On Wed, Jun 16, 1999 at 02:33:06PM -0700, Craig Orsinger wrote:
> cursors rather differently from the way PostgreSQL does. There are three
> different types defined: non-scroll, SCROLL (SELECT), and FOR UPDATE. The
> FETCH statement has no IN/OUT clause, since ESQL/C seems to be able to
> remember what type of cursor each one is. What makes this a porting
> challenge is that the ESQL/C parser will not accept and IN/OUT clause if
> it is there. SCROLL cursors, OTOH, have a position clause, which
> ...
What do you mean with IN/OUT? Please try your syntax directly via psql to
see whether this is an ECPG problem. DECLARE/FETCH commands are handled by
the backend.
> I've found that replacing the FREE <cursor id> with a COMMIT
> statement works pretty well for me, since Informix offers the ability
> to not use transactions - a feature my applications don't require.

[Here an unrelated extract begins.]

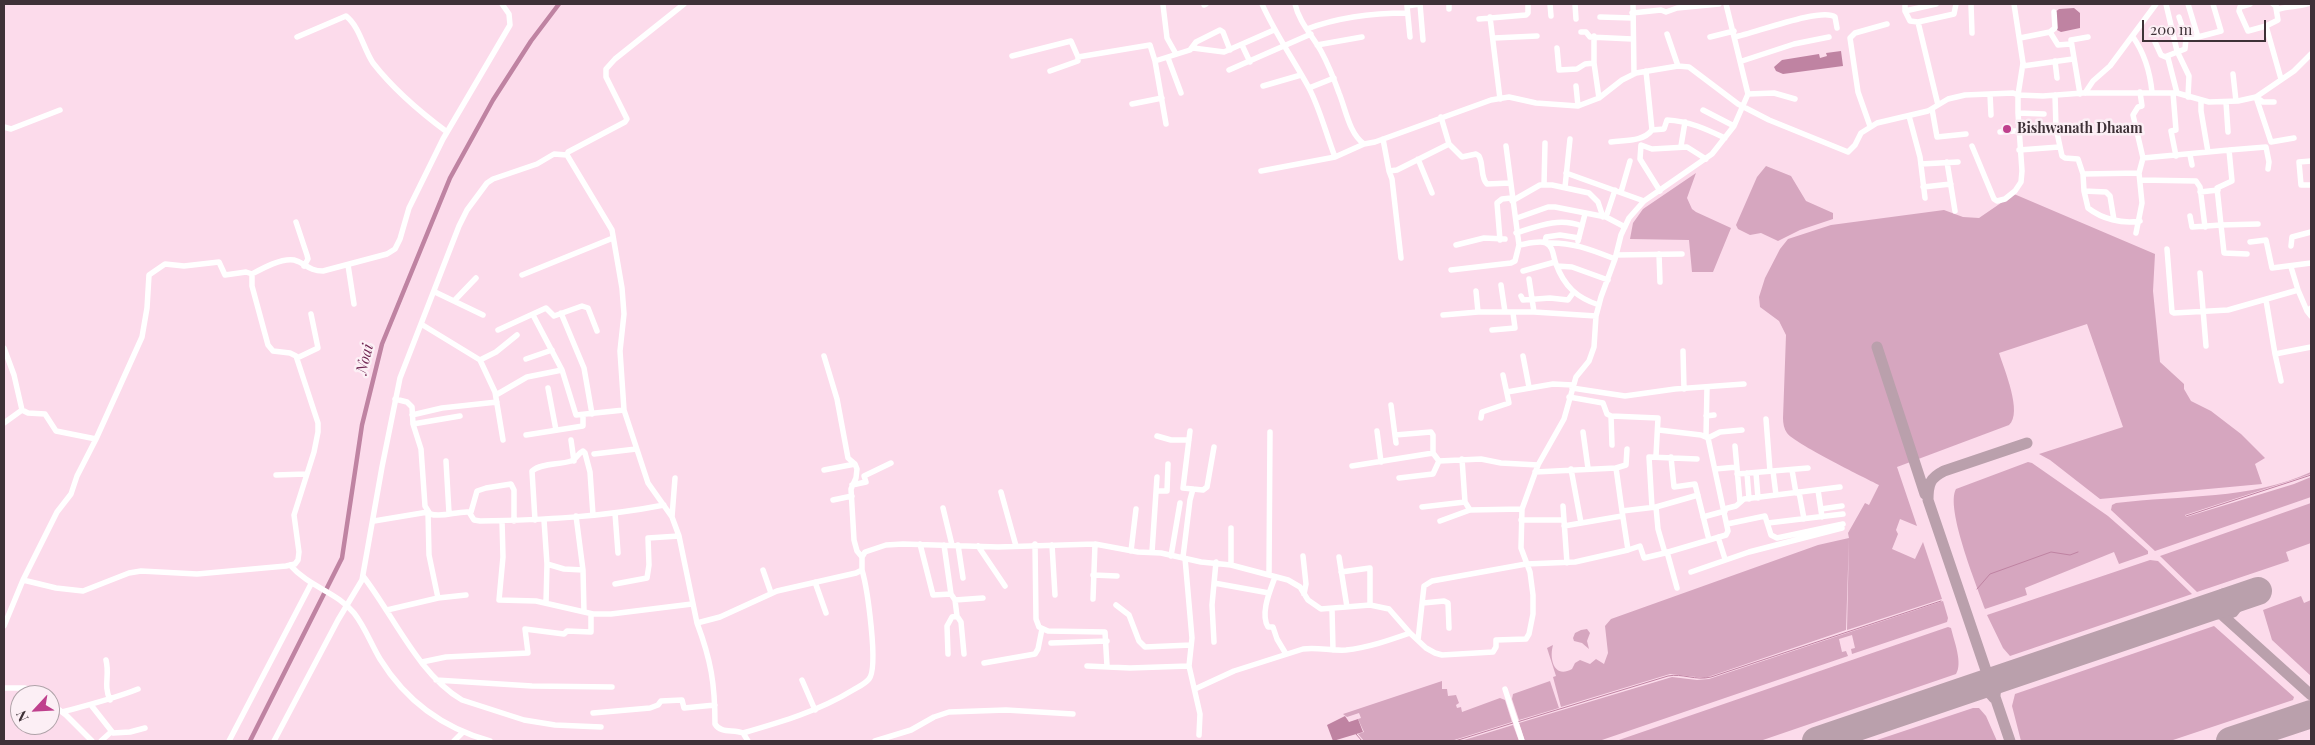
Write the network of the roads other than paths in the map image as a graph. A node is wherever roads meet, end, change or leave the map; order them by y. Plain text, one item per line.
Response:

You can do the same with postgresql, i.e. each statement is its own
transaction.
> track of the fact that you've already declared it (using a flag,
> presumably). How well would that work in ECPG? [BTW, ESQL/C does flag
> the FREE <cursor id> statement as being non-compliant with ANSI SQL.]
I think we only have FREE for prepared statements not for cursors. I cnnot
remember reading anything about freeing cursor in SQL92.
> EXEC SQL BEGIN DECLARE SECTION ;
> char field_a[FIELD_A_LEN+1] ;
> EXEC SQL END DECLARE SECTION ;
Should work. You have to EXEC SQL DEFINE FIELD_A_LEN 1 before.